After a break up most if not every person will feel a large loss in confidence, especially if you've been dumped. So this thread is dedicated to sharing ideas about confidence and how to boost yours.

 

I personally was very ****ed up by my break up. I had huge confidence before but that all went down the drain. I realised it was messing around with me so I decided to change it. What I did was first of all, bought some new clothes. I bought some expensive Armani shirts, suits and jeans for when I went out clubbing/to posh dinners etc. Then I went and bought loads of other clothes - hoodies, coats, new shoes, t-shirts. I had never really been big on buying lots of clothes so I never really had too many - well now I did. I made sure I had some really flashy things as well - flashy shoes, a flashy coat - things that made me stand out and look bold.

 

Then, I started talking to girls and going out with them. Little by little my confidence grew again and I could feel it. The first time I went to a club with my new stuff on I felt great (this was about two/three weeks after I'd decided to get confident). I was really confident with women, my ex started talking to me again when she saw me (which was a plus as well) and I hooked up with 3 separate women. Good night.

 

Working out, which is proposed by everyone really does work as you feel much better about yourself if you're ripped and look like you have a great physique. People also say it releases some endorphins or some bs along those lines. I personally did not really feel different after working out, this may be different in other people. Finally, what could be better than showing yourself off during summer on the beach and having your ex drooling over you whilst you enjoy yourself with a couple of ladies you just met?

 

Please do not forget that being over confident makes you take the class of an "*******". You don't want this as it becomes very hard to get a respectable girlfriend. Also, you don't need to buy Armani like me, I'm just very lucky to be able to afford that stuff. Just buy something that you feel good in.
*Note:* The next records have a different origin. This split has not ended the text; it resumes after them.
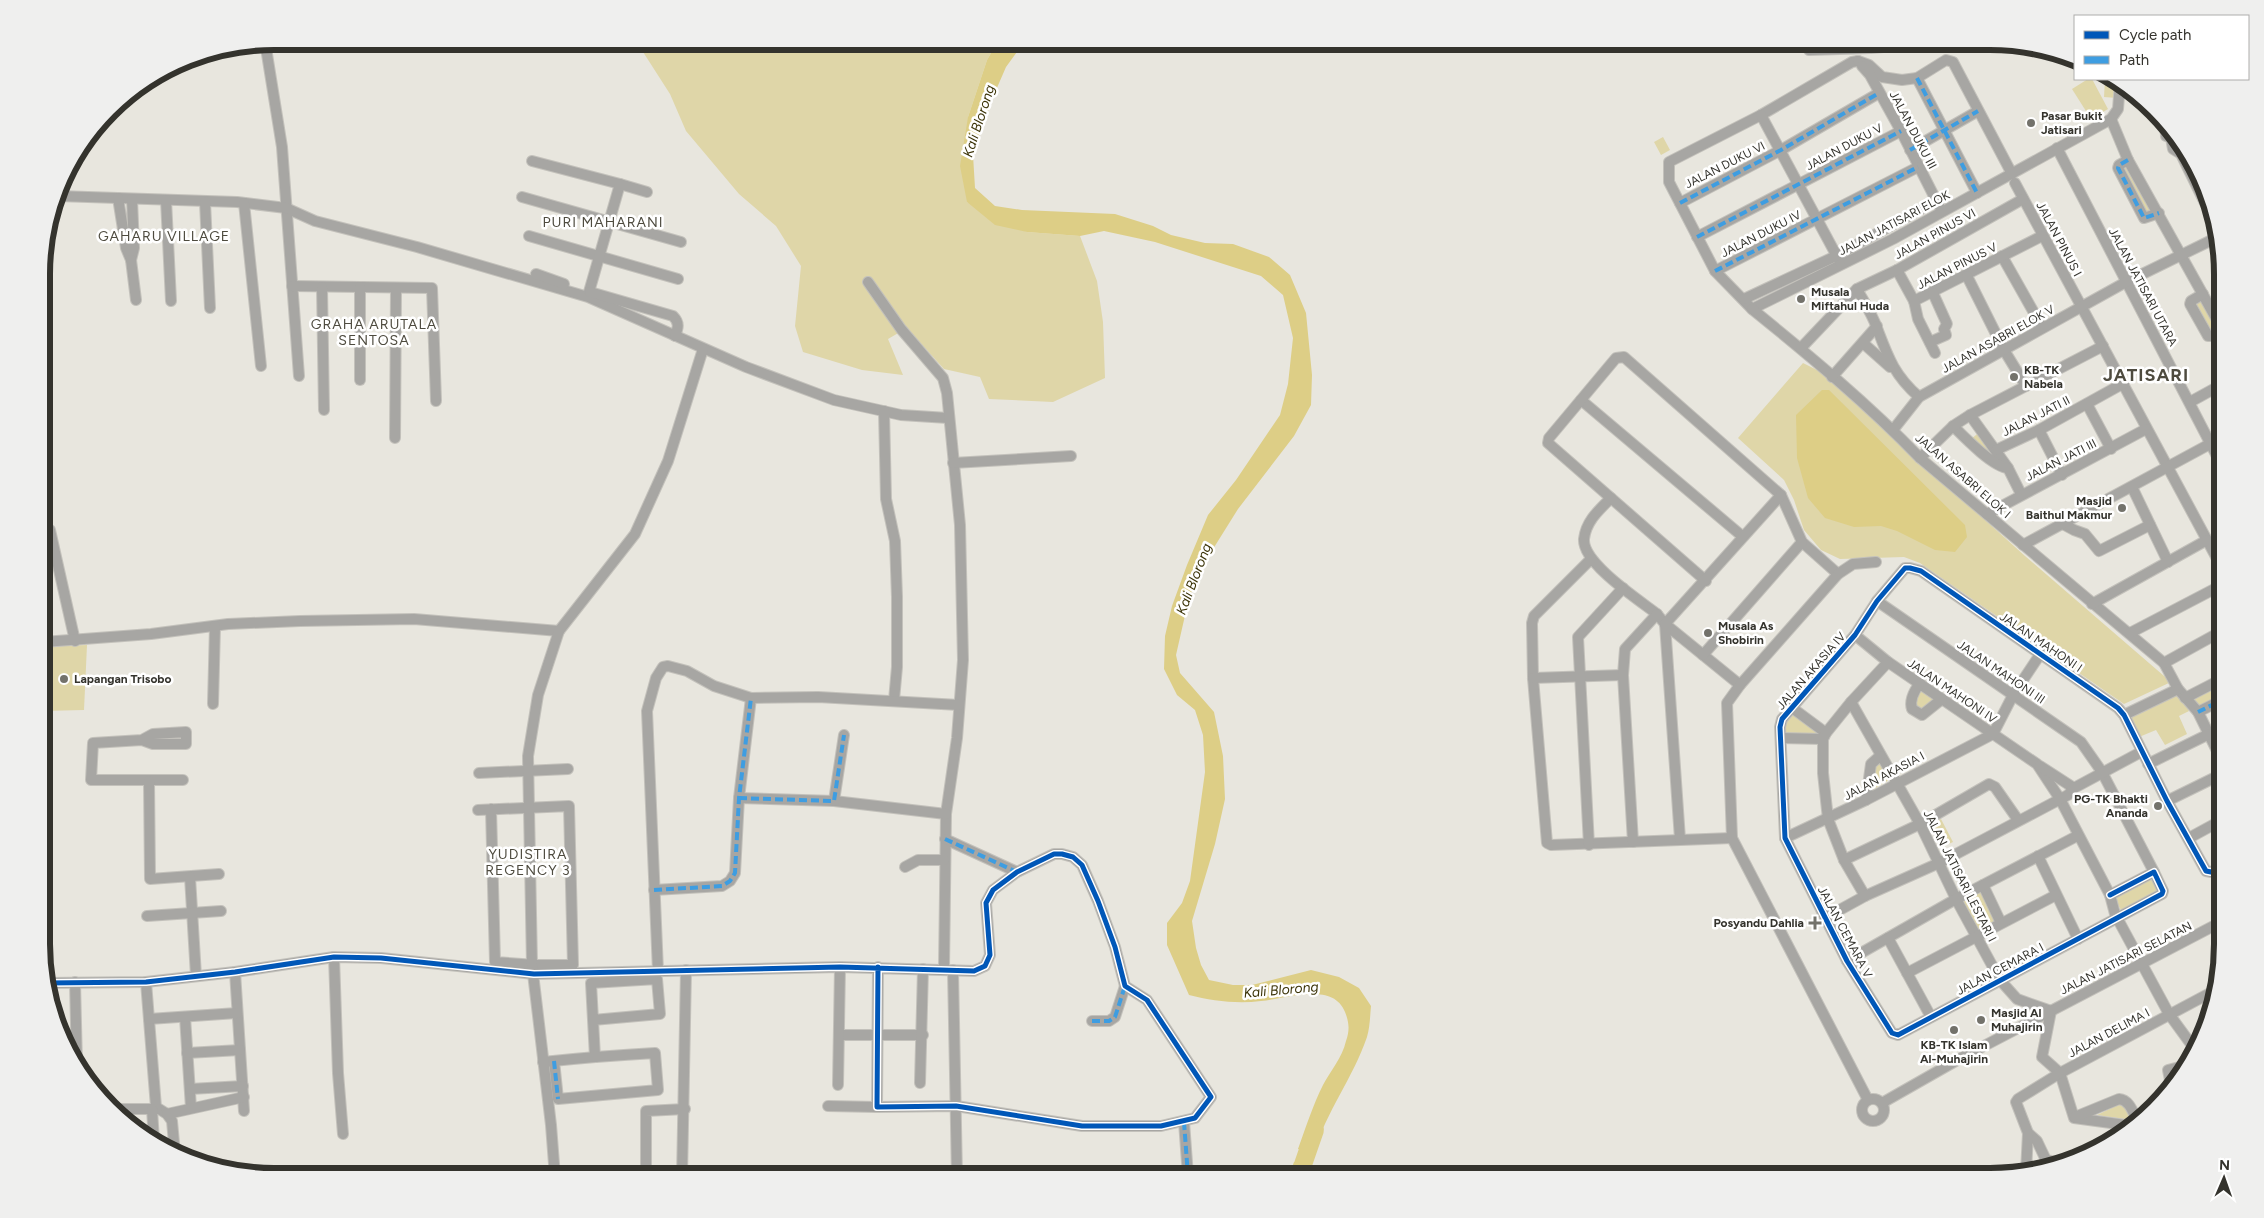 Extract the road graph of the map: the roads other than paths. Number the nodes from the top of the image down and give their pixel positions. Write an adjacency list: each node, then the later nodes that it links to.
1 (266, 50): 32 (street)
2 (1858, 61): 3 (street); 5 (street, JALAN DUKU III); 7 (street)
3 (1917, 78): 6 (street, JALAN PINUS I); 9 (street)
4 (2119, 91): 8 (street)
5 (1879, 93): 10 (street, JALAN DUKU III); 12 (street, JALAN DUKU VI)
6 (1978, 111): 9 (street); 17 (street, JALAN PINUS I)
7 (1761, 115): 12 (street); 31 (street)
8 (2111, 119): 11 (street, JALAN JATISARI ELOK); 14 (street)
9 (1943, 130): 13 (street); 21 (street)
10 (1901, 131): 13 (street, JALAN DUKU III); 19 (street, JALAN DUKU V)
11 (2057, 148): 17 (street, JALAN JATISARI ELOK); 53 (street, JALAN JATISARI UTARA)
12 (1781, 150): 19 (street, JALAN DUKU VI); 31 (street, JALAN DUKU VI)
13 (1910, 150): 16 (street, JALAN DUKU III)
14 (2128, 160): 34 (street); 34 (street)
15 (532, 161): 18 (street)
16 (1918, 167): 28 (street, JALAN DUKU III); 35 (street, JALAN DUKU IV)
17 (2014, 178): 21 (street, JALAN JATISARI ELOK); 26 (street, JALAN PINUS I)
18 (620, 184): 20 (street); 36 (street)
19 (1798, 185): 35 (street, JALAN DUKU V); 39 (street, JALAN DUKU V)
20 (647, 192)
21 (1977, 193): 33 (street, JALAN JATISARI ELOK)
22 (64, 196): 24 (street)
23 (522, 197): 36 (street)
24 (118, 198): 25 (street); 45 (street)
25 (132, 198): 27 (street); 45 (street)
26 (2023, 199): 38 (street, JALAN PINUS I); 47 (street, JALAN PINUS VI)
27 (166, 200): 29 (street); 64 (street)
28 (1936, 201): 33 (street, JALAN DUKU III); 46 (street, JALAN JATISARI ELOK)
29 (206, 202): 30 (street); 67 (street)
30 (244, 203): 32 (street); 81 (street)
31 (1680, 203): 39 (street)
32 (286, 208): 54 (street); 72 (street)
33 (1943, 212): 46 (street, JALAN JATISARI ELOK)
34 (2159, 213): 44 (street)
35 (1818, 219): 46 (street, JALAN DUKU IV); 48 (street, JALAN DUKU IV)
36 (609, 220): 41 (street); 42 (street)
37 (529, 236): 42 (street)
38 (2042, 236): 43 (street, JALAN PINUS V); 66 (street, JALAN PINUS I)
39 (1697, 237): 48 (street)
40 (2211, 240): 44 (street, JALAN ASABRI ELOK V)
41 (681, 242)
42 (599, 256): 51 (street); 59 (street)
43 (2002, 256): 50 (street, JALAN PINUS V); 71 (street)
44 (2182, 256): 53 (street, JALAN ASABRI ELOK V); 61 (street)
45 (131, 260): 62 (street)
46 (1839, 261): 63 (street, JALAN JATISARI ELOK); 68 (street, JALAN JATISARI ELOK)
47 (1897, 270): 58 (street, JALAN PINUS VI); 65 (street, JALAN PINUS V)
48 (1715, 271): 63 (street)
49 (536, 274): 59 (street)
50 (1967, 276): 60 (street, JALAN PINUS V); 79 (street)
51 (678, 279)
52 (868, 282): 97 (street)
53 (2126, 282): 66 (street, JALAN ASABRI ELOK V); 92 (street, JALAN JATISARI UTARA)
54 (292, 286): 55 (street); 83 (street)
55 (322, 287): 56 (street); 94 (street)
56 (360, 287): 57 (street); 85 (street)
57 (396, 288): 91 (street); 102 (street)
58 (1857, 289): 70 (street); 77 (street)
59 (588, 292): 72 (street)
60 (1933, 293): 65 (street, JALAN PINUS V); 75 (street)
61 (2203, 294): 69 (street); 73 (street)
62 (136, 300)
63 (1744, 300): 68 (street)
64 (171, 301)
65 (1914, 301): 75 (street)
66 (2082, 307): 71 (street, JALAN ASABRI ELOK V); 76 (street, JALAN PINUS I)
67 (210, 308)
68 (1752, 310): 77 (street, JALAN ASABRI ELOK I)
69 (2214, 314)
70 (1877, 326): 74 (street); 82 (street)
71 (2042, 327): 79 (street, JALAN ASABRI ELOK V)
72 (675, 336): 78 (street)
73 (2214, 336)
74 (1863, 342): 82 (street); 84 (street)
75 (1930, 342): 80 (street)
76 (2103, 346): 86 (street, JALAN PINUS I); 87 (street)
77 (1801, 348): 84 (street, JALAN ASABRI ELOK I)
78 (703, 349): 95 (street); 140 (street)
79 (2004, 350): 87 (street); 89 (street, JALAN ASABRI ELOK V)
80 (1935, 353)
81 (261, 366)
82 (1894, 370): 89 (street)
83 (299, 376)
84 (1832, 377): 100 (street, JALAN ASABRI ELOK I)
85 (360, 380)
86 (2124, 383): 93 (street, JALAN JATI II); 99 (street, JALAN PINUS I)
87 (2026, 386): 96 (street)
88 (2214, 389): 92 (street)
89 (1919, 397): 100 (street, JALAN ASABRI ELOK V)
90 (1581, 400): 116 (street); 117 (street); 122 (street)
91 (436, 401)
92 (2190, 402): 104 (street, JALAN JATISARI UTARA)
93 (2087, 404): 101 (street, JALAN JATI II); 105 (street, JALAN JATI II)
94 (324, 410)
95 (884, 411): 97 (street); 161 (street)
96 (1970, 415): 98 (street); 107 (street)
97 (948, 418): 110 (street)
98 (1953, 426): 109 (street); 112 (street)
99 (2146, 429): 105 (street, JALAN JATI III); 111 (street, JALAN PINUS I)
100 (1893, 430): 109 (street, JALAN ASABRI ELOK I)
101 (2039, 430): 107 (street, JALAN JATI II); 113 (street)
102 (395, 438)
103 (2214, 442): 104 (street)
104 (2211, 443): 106 (street, JALAN JATISARI UTARA); 111 (street)
105 (2111, 449): 113 (street, JALAN JATI III)
106 (2214, 449)
107 (1996, 450): 112 (street)
108 (1071, 456): 110 (street)
109 (1920, 458): 118 (street, JALAN ASABRI ELOK I)
110 (952, 463): 165 (street)
111 (2168, 467): 114 (street); 123 (street)
112 (2008, 468): 115 (street)
113 (2062, 475): 115 (street, JALAN JATI III)
114 (2132, 487): 119 (street); 120 (street)
115 (2021, 494): 118 (street, JALAN JATI III)
116 (1781, 495): 122 (street); 124 (street)
117 (1611, 498): 127 (street); 132 (street)
118 (1986, 514): 125 (street, JALAN ASABRI ELOK I)
119 (2062, 522): 120 (street); 125 (street)
120 (2150, 526): 129 (street)
121 (50, 530): 144 (street)
122 (1742, 536): 132 (street)
123 (2207, 540): 126 (street); 129 (street)
124 (1802, 542): 131 (street); 147 (street)
125 (2023, 545): 136 (street, JALAN ASABRI ELOK I)
126 (2214, 553)
127 (1591, 559): 133 (street); 152 (street)
128 (1876, 562): 131 (street)
129 (2168, 562): 136 (street)
130 (1910, 568): 135 (street, JALAN AKASIA IV); 146 (street, JALAN MAHONI I)
131 (1838, 574): 155 (street)
132 (1706, 581): 138 (street)
133 (1623, 588): 137 (street); 151 (street)
134 (2214, 589): 141 (street)
135 (1877, 601): 142 (street, JALAN AKASIA IV); 157 (street, JALAN MAHONI III)
136 (2092, 604): 141 (street, JALAN ASABRI ELOK I)
137 (1657, 614): 138 (street); 150 (street)
138 (1665, 624): 147 (street); 207 (street)
139 (215, 626): 140 (street); 144 (street); 163 (street)
140 (559, 631): 181 (street)
141 (2130, 633): 149 (street, JALAN ASABRI ELOK I)
142 (1855, 635): 148 (street, JALAN MAHONI IV); 166 (street, JALAN AKASIA IV)
143 (2214, 635): 149 (street)
144 (75, 641): 145 (street)
145 (50, 642)
146 (2041, 653): 157 (street, JALAN MAHONI I); 168 (street, JALAN MAHONI I)
147 (1703, 655): 155 (street)
148 (1888, 662): 154 (street, JALAN MAHONI IV); 162 (street)
149 (2164, 663): 156 (street, JALAN ASABRI ELOK I)
150 (1623, 674): 151 (street); 208 (street)
151 (1580, 676): 152 (street); 209 (street)
152 (1533, 678): 209 (street)
153 (2214, 683): 159 (street)
154 (1920, 684): 160 (street, JALAN MAHONI IV); 160 (street)
155 (1740, 685): 203 (street)
156 (2178, 689): 159 (street, JALAN ASABRI ELOK I); 168 (street)
157 (2013, 695): 169 (street, JALAN MAHONI I); 182 (street, JALAN MAHONI III)
158 (751, 698): 161 (street); 189 (street); 221 (street)
159 (2185, 698): 167 (street, JALAN ASABRI ELOK I)
160 (1942, 699): 169 (street, JALAN MAHONI IV)
161 (894, 700): 165 (street)
162 (1851, 702): 172 (street); 177 (street, JALAN JATISARI LESTARI I)
163 (213, 704)
164 (2214, 704): 167 (street)
165 (959, 705): 197 (street)
166 (1791, 707): 172 (street); 173 (street, JALAN AKASIA IV)
167 (2198, 712): 170 (street, JALAN ASABRI ELOK I)
168 (2124, 715): 176 (street, JALAN MAHONI I)
169 (1993, 734): 178 (street, JALAN MAHONI IV); 187 (street, JALAN AKASIA I)
170 (2209, 734): 175 (street, JALAN ASABRI ELOK I); 179 (street)
171 (844, 735): 192 (street)
172 (1824, 736): 173 (street); 198 (street)
173 (1781, 738): 204 (street, JALAN AKASIA IV)
174 (142, 740): 185 (street)
175 (2214, 740)
176 (2141, 752): 179 (street); 182 (street)
177 (1880, 756): 187 (street, JALAN JATISARI LESTARI I); 190 (street)
178 (2037, 764): 188 (street, JALAN MAHONI IV); 191 (street, JALAN MAHONI IV)
179 (2148, 764): 193 (street)
180 (568, 769): 181 (street)
181 (529, 771): 183 (street); 194 (street)
182 (2102, 772): 188 (street); 217 (street, JALAN MAHONI III)
183 (479, 773)
184 (2214, 778): 193 (street)
185 (149, 780): 186 (street); 219 (street)
186 (183, 780)
187 (1896, 784): 190 (street, JALAN AKASIA I); 200 (street, JALAN JATISARI LESTARI I)
188 (2074, 788): 191 (street)
189 (739, 798): 192 (street); 221 (street)
190 (1866, 800): 198 (street, JALAN AKASIA I)
191 (2060, 800): 199 (street); 202 (street, JALAN MAHONI IV)
192 (834, 801): 197 (street)
193 (2167, 801): 205 (street)
194 (530, 807): 195 (street); 241 (street); 241 (street)
195 (491, 809): 196 (street); 241 (street)
196 (478, 810)
197 (946, 814): 206 (street)
198 (1828, 819): 204 (street, JALAN AKASIA I); 212 (street)
199 (2018, 820): 200 (street); 213 (street)
200 (1920, 824): 212 (street); 213 (street, JALAN JATISARI LESTARI I)
201 (2214, 824): 205 (street)
202 (2077, 836): 210 (street); 223 (street, JALAN MAHONI IV)
203 (1732, 838): 207 (street); 281 (street)
204 (1785, 838): 230 (street, JALAN CEMARA V)
205 (2188, 838): 215 (street)
206 (945, 839): 211 (street); 216 (street)
207 (1680, 839): 208 (street)
208 (1633, 842): 209 (street)
209 (1589, 845)
210 (2038, 856): 220 (street); 222 (street)
211 (944, 860): 214 (street); 243 (street)
212 (1844, 860): 224 (street)
213 (1939, 863): 224 (street); 225 (street, JALAN JATISARI LESTARI I)
214 (905, 867)
215 (2214, 870)
216 (1017, 872): 243 (street); 253 (street)
217 (2154, 872): 223 (street); 229 (street, JALAN CEMARA I)
218 (219, 874): 219 (street)
219 (190, 877): 227 (street)
220 (1983, 885): 225 (street); 231 (street)
221 (654, 890): 245 (street)
222 (2056, 895): 231 (street); 235 (street)
223 (2110, 895): 229 (street, JALAN MAHONI IV)
224 (1865, 896): 230 (street)
225 (1956, 899): 233 (street, JALAN JATISARI LESTARI I); 234 (street)
226 (221, 911): 227 (street)
227 (192, 913): 228 (street); 248 (street)
228 (146, 916)
229 (2117, 917): 235 (street, JALAN CEMARA I); 238 (street, JALAN MAHONI IV)
230 (1826, 918): 237 (street, JALAN CEMARA V)
231 (2001, 923): 233 (street)
232 (2214, 926): 238 (street, JALAN JATISARI SELATAN)
233 (1976, 936): 247 (street); 249 (street, JALAN JATISARI LESTARI I)
234 (1888, 938): 237 (street); 247 (street)
235 (2078, 939): 249 (street, JALAN CEMARA I)
236 (334, 957): 241 (street); 246 (street); 298 (street)
237 (1847, 961): 263 (street, JALAN CEMARA V)
238 (2142, 964): 255 (street, JALAN JATISARI SELATAN); 257 (street, JALAN MAHONI IV)
239 (878, 966): 240 (street); 242 (street); 265 (street)
240 (840, 967): 244 (street); 264 (street)
241 (534, 968): 245 (street); 272 (street)
242 (923, 969): 243 (street); 266 (street)
243 (948, 969): 284 (street)
244 (686, 970): 245 (street); 289 (street)
245 (658, 971)
246 (235, 972): 248 (street); 256 (street)
247 (1907, 973): 259 (street)
248 (196, 976): 252 (street)
249 (2000, 980): 255 (street, JALAN JATISARI LESTARI I); 259 (street, JALAN CEMARA I)
250 (53, 982): 251 (street)
251 (75, 982): 252 (street); 268 (street)
252 (146, 982): 260 (street)
253 (1125, 986): 262 (street); 294 (street)
254 (2208, 994): 257 (street, JALAN DELIMA I)
255 (2051, 1011): 274 (street); 282 (street, JALAN JATISARI SELATAN)
256 (237, 1013): 258 (street); 269 (street)
257 (2169, 1014): 267 (street, JALAN MAHONI IV); 274 (street, JALAN DELIMA I)
258 (185, 1017): 260 (street); 270 (street)
259 (1931, 1017): 263 (street, JALAN CEMARA I)
260 (149, 1019): 288 (street)
261 (593, 1020): 261 (street); 271 (street)
262 (1092, 1021)
263 (1892, 1033)
264 (840, 1035): 265 (street); 277 (street)
265 (879, 1035): 266 (street); 285 (street)
266 (923, 1035): 276 (street)
267 (2191, 1044)
268 (77, 1050)
269 (240, 1050): 270 (street); 278 (street)
270 (187, 1053): 279 (street)
271 (595, 1057): 272 (street); 272 (street)
272 (549, 1062): 303 (street)
273 (2177, 1068): 275 (street)
274 (2060, 1073): 292 (street); 297 (street, JALAN DELIMA I)
275 (2170, 1078)
276 (920, 1083)
277 (838, 1085)
278 (243, 1086): 279 (street); 280 (street)
279 (190, 1089): 286 (street)
280 (244, 1097): 286 (street); 290 (street)
281 (1868, 1100): 282 (street); 282 (street)
282 (1882, 1103)
283 (828, 1106): 285 (street)
284 (956, 1106): 285 (street); 294 (street); 306 (street)
285 (878, 1107)
286 (191, 1108): 291 (street)
287 (122, 1109): 288 (street)
288 (154, 1109): 291 (street); 296 (street)
289 (685, 1109): 304 (street); 305 (street)
290 (244, 1111)
291 (168, 1114): 299 (street)
292 (2074, 1118): 293 (street); 295 (street)
293 (2130, 1120)
294 (1184, 1122): 307 (street)
295 (2123, 1125)
296 (154, 1133)
297 (2028, 1133): 300 (street); 301 (street)
298 (343, 1134)
299 (174, 1145)
300 (2026, 1160): 301 (street); 302 (street)
301 (2046, 1160)
302 (2026, 1165)
303 (554, 1168)
304 (646, 1168)
305 (682, 1168)
306 (957, 1168)
307 (1187, 1168)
Trust me, it will really make a difference!

 

So that's how I got my confidence up, please feel free to comment on my tips and post your own so others who are having trouble can try and sort themselves out :)

Posted

well last night working out didn't help so I turned to some self esteem boosting hypnosis downloads before I went to bed because I couldnt get a load of questions outta my head.

 

This morning I sent one last text - what do you want from me?

 

Not expecting to hear from him again but I wanted to give the ****er a nudge if not in my direction, even if it's for one slight second, toward him questioning his own behaviour.

 

And I'm feeling good.

Got up, showered, cooked a fine breakfast of bacon, mushrooms, buttered toast & coffee. Just done my hair and make-up and I'm off out to look for new jeans in which my ass will look great and I'm going to walk the store & smile at people.

 

Later on I'll work out.

 

I think people need to be aware that confidence, like our moods has dips and rises, I just try and accept that some days I will feel ****ty, and those are the days to stay away from the phone! Other days we'll feel great and on top of the world that we notice we don't need/want them and are 100% fine that way.:)

Posted

Go to the gym.

Posted

Set Goals!

 

When me and my ex broke up, I was about as low as I could get. I felt like such a loser. It took a bit, but I remembered how I used to be. I was always the guy brimming with confidence, doing what I wanted to do. I wanted myself back, so I made it my mission. I would run every day, work out 4-5 times a week. Believe me, the endorphins (yes those are real) helped a ton. I would go out with people I enjoyed and who also enjoyed my company. A few months removed, and I feel great. I'm in the best shape of my life, and I am training for an endurance race in April. I go out, and girls come up to me to talk. Just smile, stay positive, and BELIEVE that you are awesome. Things do get better but only if you put in the effort to getting yourself back.

Posted

work out!

 

ive changed my diet completely, and have set up a rigorous gym routine 6 days a week. since my break up, 6 weeks ago, ive lost 20 lbs, and have gained alot of muscle, and i dont plan on stopping anytime soon! :D

 

dont let ur exe's mistake hurt you, its a reflection on them.

Posted

dont let ur exe's mistake hurt you, its a reflection on them.

 

Love this quote: never a truer word spoken!

 

So what have I done?

 

Well, seeing as ex met his current girl through mutual friends on Meet-up.com, I've decided to join a few groups myself. Not to get someone else per se, but just to expand my social circle and meet as many different people as possible. And I can say as 1 who is a natural introvert, that I have had some of the most fun I've had in ages. :)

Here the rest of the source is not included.